Joining the Manitoba Provincial Rowing Team in 2001, Montgomery began racing in her first “high performance” events shortly after. The U of M alum continued to train up until 2005 when she found out through the Winnipeg Rowing Club that rowing was going to be part of the Paralympic Games for the first time. Montgomery realized then that she was about to take her rowing abilities to the international level. After preparing for three years she represented Canada in the rowing portion of the 2008 Beijing Paralympic Games. This would not, however, be Montgomery’s last time in the international spotlight.
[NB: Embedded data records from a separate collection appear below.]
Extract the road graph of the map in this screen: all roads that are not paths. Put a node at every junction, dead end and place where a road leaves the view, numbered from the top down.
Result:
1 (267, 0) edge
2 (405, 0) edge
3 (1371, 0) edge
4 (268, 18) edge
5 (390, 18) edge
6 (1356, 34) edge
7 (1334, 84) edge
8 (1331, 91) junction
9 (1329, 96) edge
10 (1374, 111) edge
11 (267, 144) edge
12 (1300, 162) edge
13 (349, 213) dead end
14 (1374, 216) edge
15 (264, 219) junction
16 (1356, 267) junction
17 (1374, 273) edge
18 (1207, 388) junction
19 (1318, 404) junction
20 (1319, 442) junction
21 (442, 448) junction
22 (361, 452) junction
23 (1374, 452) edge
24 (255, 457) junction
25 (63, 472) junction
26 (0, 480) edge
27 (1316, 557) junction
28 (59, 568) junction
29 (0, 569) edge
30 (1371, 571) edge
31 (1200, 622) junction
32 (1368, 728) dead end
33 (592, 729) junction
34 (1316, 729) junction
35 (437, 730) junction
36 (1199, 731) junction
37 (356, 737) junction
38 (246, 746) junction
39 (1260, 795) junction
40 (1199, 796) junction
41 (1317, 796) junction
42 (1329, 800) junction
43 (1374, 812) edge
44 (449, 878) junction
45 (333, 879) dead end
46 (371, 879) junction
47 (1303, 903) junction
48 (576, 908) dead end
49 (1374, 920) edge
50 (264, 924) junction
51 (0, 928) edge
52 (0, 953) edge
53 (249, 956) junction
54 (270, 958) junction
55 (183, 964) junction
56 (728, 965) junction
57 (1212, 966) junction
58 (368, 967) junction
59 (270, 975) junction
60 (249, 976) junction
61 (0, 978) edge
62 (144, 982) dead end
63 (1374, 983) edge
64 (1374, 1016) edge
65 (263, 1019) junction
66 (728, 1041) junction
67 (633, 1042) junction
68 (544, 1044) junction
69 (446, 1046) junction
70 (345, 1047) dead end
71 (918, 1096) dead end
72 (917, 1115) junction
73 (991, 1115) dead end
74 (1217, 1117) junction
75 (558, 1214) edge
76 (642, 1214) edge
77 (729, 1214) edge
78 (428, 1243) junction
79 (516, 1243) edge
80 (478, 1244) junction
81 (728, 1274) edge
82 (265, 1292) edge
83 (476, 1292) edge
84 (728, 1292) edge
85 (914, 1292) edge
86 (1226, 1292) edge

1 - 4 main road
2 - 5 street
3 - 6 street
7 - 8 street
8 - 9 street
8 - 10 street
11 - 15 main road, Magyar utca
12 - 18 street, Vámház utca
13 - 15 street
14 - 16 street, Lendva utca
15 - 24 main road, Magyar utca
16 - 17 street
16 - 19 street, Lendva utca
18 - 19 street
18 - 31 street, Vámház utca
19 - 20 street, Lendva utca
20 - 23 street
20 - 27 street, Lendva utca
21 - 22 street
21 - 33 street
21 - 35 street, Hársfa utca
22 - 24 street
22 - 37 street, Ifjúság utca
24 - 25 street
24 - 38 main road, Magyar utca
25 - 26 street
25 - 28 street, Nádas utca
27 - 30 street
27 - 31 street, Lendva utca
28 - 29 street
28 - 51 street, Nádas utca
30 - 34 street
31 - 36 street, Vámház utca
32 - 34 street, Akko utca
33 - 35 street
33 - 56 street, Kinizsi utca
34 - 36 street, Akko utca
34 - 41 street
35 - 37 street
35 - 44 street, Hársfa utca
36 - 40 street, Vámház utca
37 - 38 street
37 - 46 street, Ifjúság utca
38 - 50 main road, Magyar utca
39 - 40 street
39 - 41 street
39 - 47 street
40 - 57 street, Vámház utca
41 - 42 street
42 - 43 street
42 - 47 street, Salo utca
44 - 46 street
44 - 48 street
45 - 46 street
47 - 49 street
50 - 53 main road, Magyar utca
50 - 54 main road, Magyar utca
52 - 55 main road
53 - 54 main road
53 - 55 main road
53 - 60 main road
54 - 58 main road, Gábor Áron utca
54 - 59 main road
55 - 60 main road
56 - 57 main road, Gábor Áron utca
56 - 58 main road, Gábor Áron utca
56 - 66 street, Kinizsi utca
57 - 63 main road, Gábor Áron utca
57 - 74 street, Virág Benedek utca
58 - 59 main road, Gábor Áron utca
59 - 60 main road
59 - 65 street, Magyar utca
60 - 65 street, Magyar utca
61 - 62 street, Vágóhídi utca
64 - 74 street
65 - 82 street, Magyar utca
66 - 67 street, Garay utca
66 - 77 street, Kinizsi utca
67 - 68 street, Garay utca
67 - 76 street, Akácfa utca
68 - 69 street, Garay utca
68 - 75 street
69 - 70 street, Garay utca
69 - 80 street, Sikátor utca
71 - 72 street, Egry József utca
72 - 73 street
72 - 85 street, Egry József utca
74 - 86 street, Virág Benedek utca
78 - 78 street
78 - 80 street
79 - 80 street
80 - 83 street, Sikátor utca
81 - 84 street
In 2010 at the World Championships, Montgomery took home a gold medal, setting a new world record in adaptive rowing, and is now getting ready for her second Paralympics.
“We’ve had some really solid training in the last few weeks and we’re definitely feeling more race ready,” said Montgomery when asked how her and her team were feeling for the upcoming Paralympic Games. “We want the ‘A’ final, and obviously we want the podium. That’s what we’ve been working for.”
Montgomery said that even though she and her team had had somewhat disappointing results over the last several months, she believes that their time together over the last few weeks training as a team will give them the strength and focus they need to perform their best.
Montgomery’s team is composed of four individuals, two male and two female. All members of the team are impaired by disabilities that do not limit the use of their legs, trunk (or “core”) or arms. Montgomery herself has a congenital disability on her right hand having only her thumb and two smaller digits. Within the Paralympic Games their team only competes against other teams of mixed fours that fall within the same disability category, having use of the legs, trunk, and arms.
Though Montgomery and all the other Canadian athletes are excited to be going to the Paralympic Games, Montgomery says there is a disappointing side to the event.
“I definitely think [the Paralympic Games] are overshadowed by the Olympics in the public’s eye. A lot of people, especially the media focus on the Olympics while the Paralympics get almost no attention at all,” said Montgomery. “Everyone deserves credit for their accomplishments, and that includes Paralympians.”
Montgomery also mentioned that certain local publications had left her out of articles highlighting “homegrown” athletes stating that her “feelings were hurt, as [she] was not even mentioned.”
While Montgomery has long since graduated from the University of Manitoba, she still remembers juggling her busy schedule.
“I remember the stress of university,” said Montgomery. “There was definitely a few times where I had to miss workouts to study.” Montgomery went on to say that on the other hand there were also times during her workouts when ideas and thoughts would just pop into her head, solving problems she was having with an assignment or class. She is also a strong believer that exercise is a key to stress relief, and well being.